§ What this task involves
Without the pictures, set down every line of the data exactly.

§ Material for this task

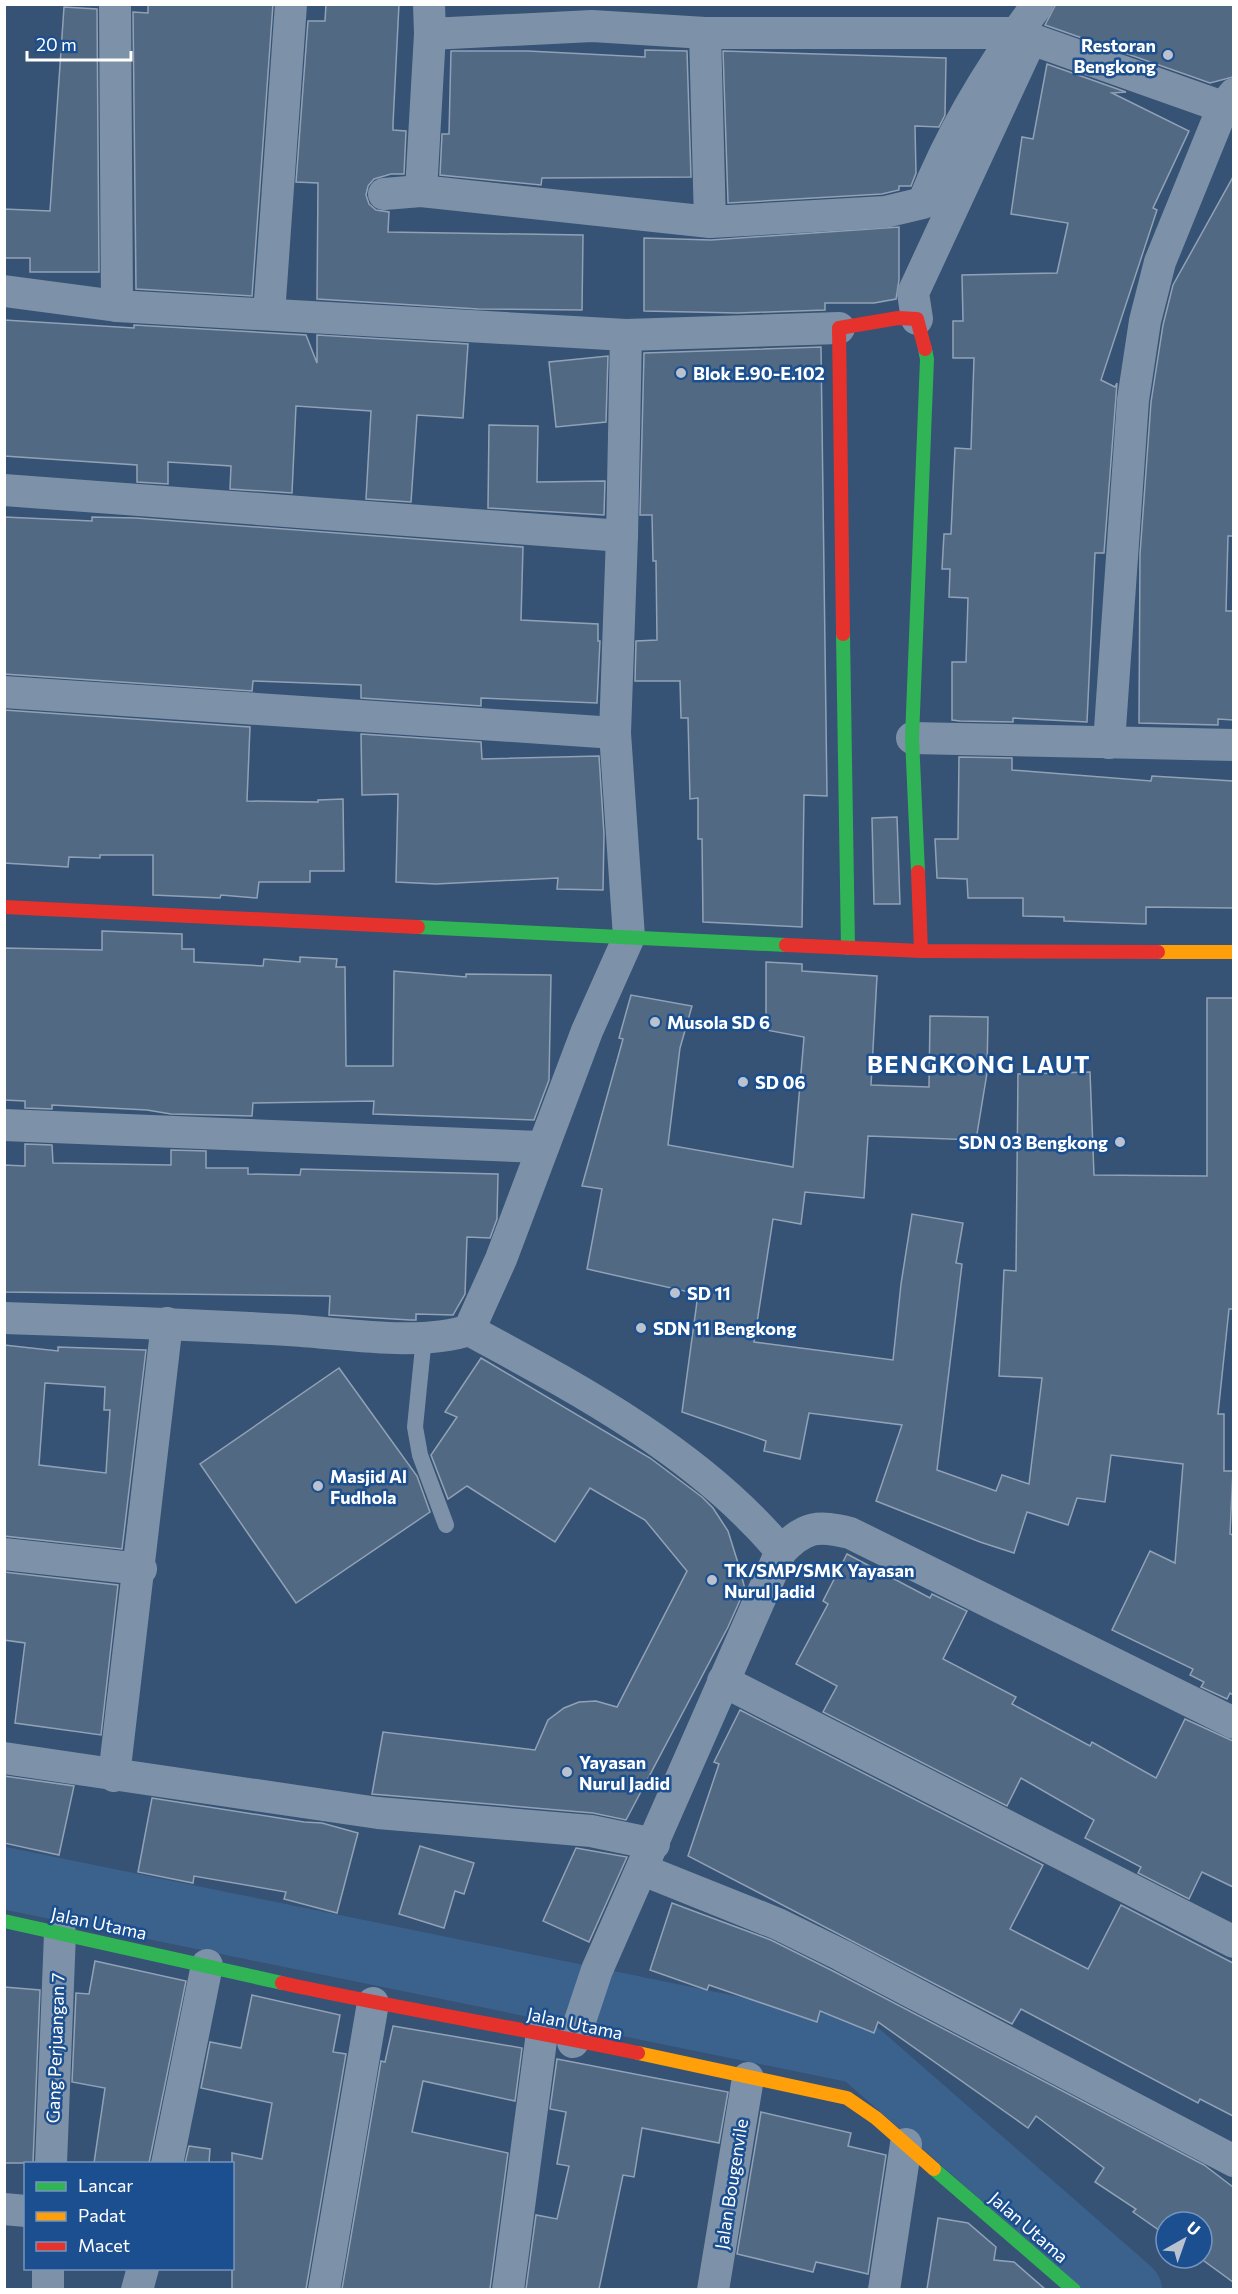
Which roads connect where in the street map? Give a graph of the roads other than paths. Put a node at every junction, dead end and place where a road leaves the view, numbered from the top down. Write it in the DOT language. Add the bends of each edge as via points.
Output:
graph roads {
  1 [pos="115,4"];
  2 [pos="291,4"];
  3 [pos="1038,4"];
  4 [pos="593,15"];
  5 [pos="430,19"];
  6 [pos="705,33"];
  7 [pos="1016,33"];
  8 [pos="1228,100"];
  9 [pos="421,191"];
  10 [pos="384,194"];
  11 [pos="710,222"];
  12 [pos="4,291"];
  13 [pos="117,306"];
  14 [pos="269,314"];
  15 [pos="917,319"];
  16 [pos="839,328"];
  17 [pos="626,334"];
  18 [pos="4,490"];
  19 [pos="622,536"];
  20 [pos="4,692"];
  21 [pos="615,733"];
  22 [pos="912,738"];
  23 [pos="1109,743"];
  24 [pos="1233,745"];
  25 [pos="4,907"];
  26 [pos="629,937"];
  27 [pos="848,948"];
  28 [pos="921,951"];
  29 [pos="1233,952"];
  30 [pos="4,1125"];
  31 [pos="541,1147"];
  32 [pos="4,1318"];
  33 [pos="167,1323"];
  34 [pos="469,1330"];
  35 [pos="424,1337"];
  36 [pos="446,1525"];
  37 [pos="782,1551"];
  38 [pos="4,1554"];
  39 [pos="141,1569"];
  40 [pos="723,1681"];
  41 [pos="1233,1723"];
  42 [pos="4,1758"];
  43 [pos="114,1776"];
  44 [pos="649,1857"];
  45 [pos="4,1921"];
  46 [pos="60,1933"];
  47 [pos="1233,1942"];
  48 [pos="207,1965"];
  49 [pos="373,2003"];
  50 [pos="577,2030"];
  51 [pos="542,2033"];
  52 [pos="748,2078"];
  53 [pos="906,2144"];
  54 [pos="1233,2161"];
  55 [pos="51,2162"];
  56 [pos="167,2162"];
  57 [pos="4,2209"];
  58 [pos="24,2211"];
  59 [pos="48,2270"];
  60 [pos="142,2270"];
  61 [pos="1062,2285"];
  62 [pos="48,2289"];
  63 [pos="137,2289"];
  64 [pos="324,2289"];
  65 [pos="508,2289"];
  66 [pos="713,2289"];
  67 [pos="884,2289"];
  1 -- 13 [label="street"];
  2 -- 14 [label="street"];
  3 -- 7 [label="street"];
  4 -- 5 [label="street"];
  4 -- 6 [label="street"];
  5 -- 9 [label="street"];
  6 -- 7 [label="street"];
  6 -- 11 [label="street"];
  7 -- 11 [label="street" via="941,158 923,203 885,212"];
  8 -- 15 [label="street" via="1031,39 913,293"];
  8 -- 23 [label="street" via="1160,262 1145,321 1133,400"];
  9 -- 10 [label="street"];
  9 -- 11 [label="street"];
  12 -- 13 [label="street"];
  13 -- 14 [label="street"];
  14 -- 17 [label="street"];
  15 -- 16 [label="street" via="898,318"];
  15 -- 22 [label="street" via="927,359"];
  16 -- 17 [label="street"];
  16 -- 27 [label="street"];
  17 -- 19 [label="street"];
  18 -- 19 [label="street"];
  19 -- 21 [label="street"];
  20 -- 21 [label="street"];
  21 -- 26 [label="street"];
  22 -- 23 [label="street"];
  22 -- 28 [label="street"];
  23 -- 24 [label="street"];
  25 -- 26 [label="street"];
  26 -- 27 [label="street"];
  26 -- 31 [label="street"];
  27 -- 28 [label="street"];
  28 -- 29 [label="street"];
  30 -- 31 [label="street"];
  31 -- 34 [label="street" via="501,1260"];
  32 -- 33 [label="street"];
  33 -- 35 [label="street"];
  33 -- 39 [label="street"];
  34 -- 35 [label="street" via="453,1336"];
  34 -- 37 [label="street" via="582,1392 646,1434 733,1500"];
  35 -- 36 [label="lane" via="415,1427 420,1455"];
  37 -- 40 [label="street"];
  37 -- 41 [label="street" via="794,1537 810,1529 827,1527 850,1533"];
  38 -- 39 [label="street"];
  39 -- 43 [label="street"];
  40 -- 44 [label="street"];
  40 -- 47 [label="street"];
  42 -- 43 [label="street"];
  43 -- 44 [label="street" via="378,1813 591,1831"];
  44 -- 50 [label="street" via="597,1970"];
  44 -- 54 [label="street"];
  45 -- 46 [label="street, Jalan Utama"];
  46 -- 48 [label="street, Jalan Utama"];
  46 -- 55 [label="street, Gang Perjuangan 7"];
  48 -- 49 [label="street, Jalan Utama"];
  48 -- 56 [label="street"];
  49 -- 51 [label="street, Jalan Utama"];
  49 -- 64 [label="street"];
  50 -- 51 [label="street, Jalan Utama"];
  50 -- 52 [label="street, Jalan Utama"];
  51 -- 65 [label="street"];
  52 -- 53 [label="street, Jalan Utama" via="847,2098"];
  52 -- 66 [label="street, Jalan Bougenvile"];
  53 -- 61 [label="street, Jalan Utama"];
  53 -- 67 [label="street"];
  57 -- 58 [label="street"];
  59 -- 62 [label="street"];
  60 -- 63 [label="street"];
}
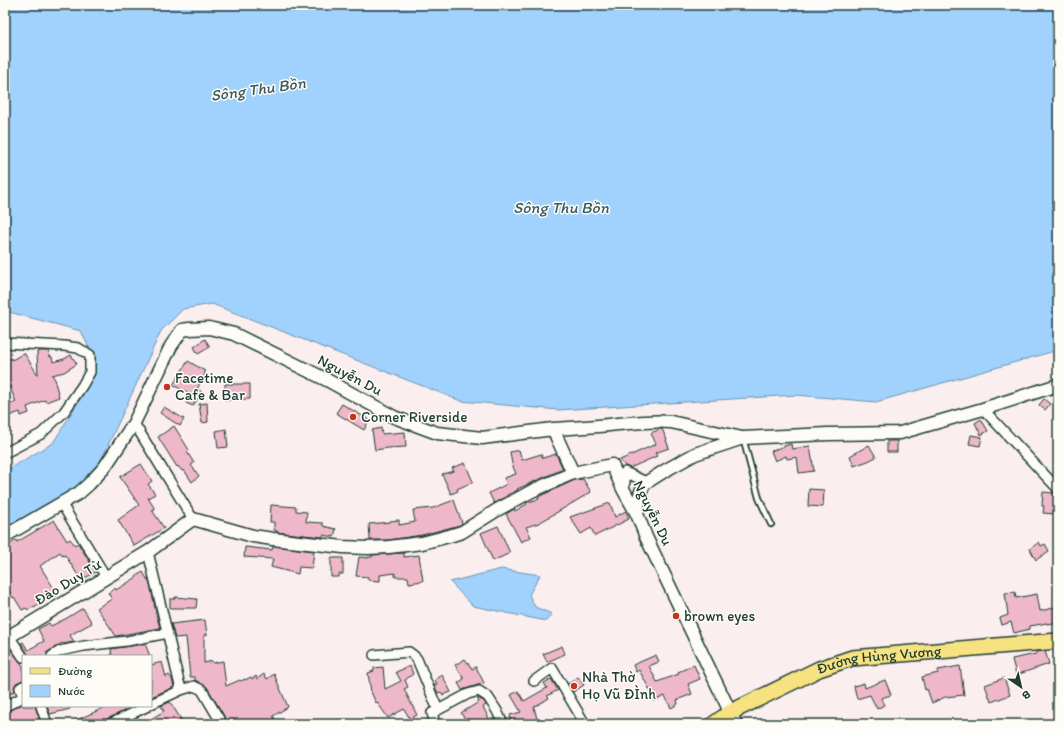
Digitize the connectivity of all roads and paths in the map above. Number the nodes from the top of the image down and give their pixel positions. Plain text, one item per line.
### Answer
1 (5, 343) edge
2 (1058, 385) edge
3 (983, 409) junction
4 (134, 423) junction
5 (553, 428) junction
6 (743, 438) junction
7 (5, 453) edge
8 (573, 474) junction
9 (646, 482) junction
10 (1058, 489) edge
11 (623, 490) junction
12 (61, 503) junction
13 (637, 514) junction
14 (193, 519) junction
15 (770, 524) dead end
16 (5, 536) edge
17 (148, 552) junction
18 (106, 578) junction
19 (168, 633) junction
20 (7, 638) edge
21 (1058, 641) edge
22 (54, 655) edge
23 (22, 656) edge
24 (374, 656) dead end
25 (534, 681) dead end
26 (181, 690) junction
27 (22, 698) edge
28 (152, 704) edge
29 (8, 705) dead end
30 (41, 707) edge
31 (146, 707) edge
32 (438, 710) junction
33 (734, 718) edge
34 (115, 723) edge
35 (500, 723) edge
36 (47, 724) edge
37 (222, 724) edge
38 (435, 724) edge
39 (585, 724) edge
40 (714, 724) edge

§ Solved exercise
Which roads connect where in the street map? Give a graph of the roads other than paths. Put a node at every junction, dead end and place where a road leaves the view, numbered from the top down. Write it in the DOT language. Add the bends of each edge as via points.
Output:
graph roads {
  1 [pos="115,4"];
  2 [pos="291,4"];
  3 [pos="1038,4"];
  4 [pos="593,15"];
  5 [pos="430,19"];
  6 [pos="705,33"];
  7 [pos="1016,33"];
  8 [pos="1228,100"];
  9 [pos="421,191"];
  10 [pos="384,194"];
  11 [pos="710,222"];
  12 [pos="4,291"];
  13 [pos="117,306"];
  14 [pos="269,314"];
  15 [pos="917,319"];
  16 [pos="839,328"];
  17 [pos="626,334"];
  18 [pos="4,490"];
  19 [pos="622,536"];
  20 [pos="4,692"];
  21 [pos="615,733"];
  22 [pos="912,738"];
  23 [pos="1109,743"];
  24 [pos="1233,745"];
  25 [pos="4,907"];
  26 [pos="629,937"];
  27 [pos="848,948"];
  28 [pos="921,951"];
  29 [pos="1233,952"];
  30 [pos="4,1125"];
  31 [pos="541,1147"];
  32 [pos="4,1318"];
  33 [pos="167,1323"];
  34 [pos="469,1330"];
  35 [pos="424,1337"];
  36 [pos="446,1525"];
  37 [pos="782,1551"];
  38 [pos="4,1554"];
  39 [pos="141,1569"];
  40 [pos="723,1681"];
  41 [pos="1233,1723"];
  42 [pos="4,1758"];
  43 [pos="114,1776"];
  44 [pos="649,1857"];
  45 [pos="4,1921"];
  46 [pos="60,1933"];
  47 [pos="1233,1942"];
  48 [pos="207,1965"];
  49 [pos="373,2003"];
  50 [pos="577,2030"];
  51 [pos="542,2033"];
  52 [pos="748,2078"];
  53 [pos="906,2144"];
  54 [pos="1233,2161"];
  55 [pos="51,2162"];
  56 [pos="167,2162"];
  57 [pos="4,2209"];
  58 [pos="24,2211"];
  59 [pos="48,2270"];
  60 [pos="142,2270"];
  61 [pos="1062,2285"];
  62 [pos="48,2289"];
  63 [pos="137,2289"];
  64 [pos="324,2289"];
  65 [pos="508,2289"];
  66 [pos="713,2289"];
  67 [pos="884,2289"];
  1 -- 13 [label="street"];
  2 -- 14 [label="street"];
  3 -- 7 [label="street"];
  4 -- 5 [label="street"];
  4 -- 6 [label="street"];
  5 -- 9 [label="street"];
  6 -- 7 [label="street"];
  6 -- 11 [label="street"];
  7 -- 11 [label="street" via="941,158 923,203 885,212"];
  8 -- 15 [label="street" via="1031,39 913,293"];
  8 -- 23 [label="street" via="1160,262 1145,321 1133,400"];
  9 -- 10 [label="street"];
  9 -- 11 [label="street"];
  12 -- 13 [label="street"];
  13 -- 14 [label="street"];
  14 -- 17 [label="street"];
  15 -- 16 [label="street" via="898,318"];
  15 -- 22 [label="street" via="927,359"];
  16 -- 17 [label="street"];
  16 -- 27 [label="street"];
  17 -- 19 [label="street"];
  18 -- 19 [label="street"];
  19 -- 21 [label="street"];
  20 -- 21 [label="street"];
  21 -- 26 [label="street"];
  22 -- 23 [label="street"];
  22 -- 28 [label="street"];
  23 -- 24 [label="street"];
  25 -- 26 [label="street"];
  26 -- 27 [label="street"];
  26 -- 31 [label="street"];
  27 -- 28 [label="street"];
  28 -- 29 [label="street"];
  30 -- 31 [label="street"];
  31 -- 34 [label="street" via="501,1260"];
  32 -- 33 [label="street"];
  33 -- 35 [label="street"];
  33 -- 39 [label="street"];
  34 -- 35 [label="street" via="453,1336"];
  34 -- 37 [label="street" via="582,1392 646,1434 733,1500"];
  35 -- 36 [label="lane" via="415,1427 420,1455"];
  37 -- 40 [label="street"];
  37 -- 41 [label="street" via="794,1537 810,1529 827,1527 850,1533"];
  38 -- 39 [label="street"];
  39 -- 43 [label="street"];
  40 -- 44 [label="street"];
  40 -- 47 [label="street"];
  42 -- 43 [label="street"];
  43 -- 44 [label="street" via="378,1813 591,1831"];
  44 -- 50 [label="street" via="597,1970"];
  44 -- 54 [label="street"];
  45 -- 46 [label="street, Jalan Utama"];
  46 -- 48 [label="street, Jalan Utama"];
  46 -- 55 [label="street, Gang Perjuangan 7"];
  48 -- 49 [label="street, Jalan Utama"];
  48 -- 56 [label="street"];
  49 -- 51 [label="street, Jalan Utama"];
  49 -- 64 [label="street"];
  50 -- 51 [label="street, Jalan Utama"];
  50 -- 52 [label="street, Jalan Utama"];
  51 -- 65 [label="street"];
  52 -- 53 [label="street, Jalan Utama" via="847,2098"];
  52 -- 66 [label="street, Jalan Bougenvile"];
  53 -- 61 [label="street, Jalan Utama"];
  53 -- 67 [label="street"];
  57 -- 58 [label="street"];
  59 -- 62 [label="street"];
  60 -- 63 [label="street"];
}
Digitize the connectivity of all roads and paths in the map above. Number the nodes from the top of the image down and give their pixel positions. Plain text, one item per line.
### Answer
1 (5, 343) edge
2 (1058, 385) edge
3 (983, 409) junction
4 (134, 423) junction
5 (553, 428) junction
6 (743, 438) junction
7 (5, 453) edge
8 (573, 474) junction
9 (646, 482) junction
10 (1058, 489) edge
11 (623, 490) junction
12 (61, 503) junction
13 (637, 514) junction
14 (193, 519) junction
15 (770, 524) dead end
16 (5, 536) edge
17 (148, 552) junction
18 (106, 578) junction
19 (168, 633) junction
20 (7, 638) edge
21 (1058, 641) edge
22 (54, 655) edge
23 (22, 656) edge
24 (374, 656) dead end
25 (534, 681) dead end
26 (181, 690) junction
27 (22, 698) edge
28 (152, 704) edge
29 (8, 705) dead end
30 (41, 707) edge
31 (146, 707) edge
32 (438, 710) junction
33 (734, 718) edge
34 (115, 723) edge
35 (500, 723) edge
36 (47, 724) edge
37 (222, 724) edge
38 (435, 724) edge
39 (585, 724) edge
40 (714, 724) edge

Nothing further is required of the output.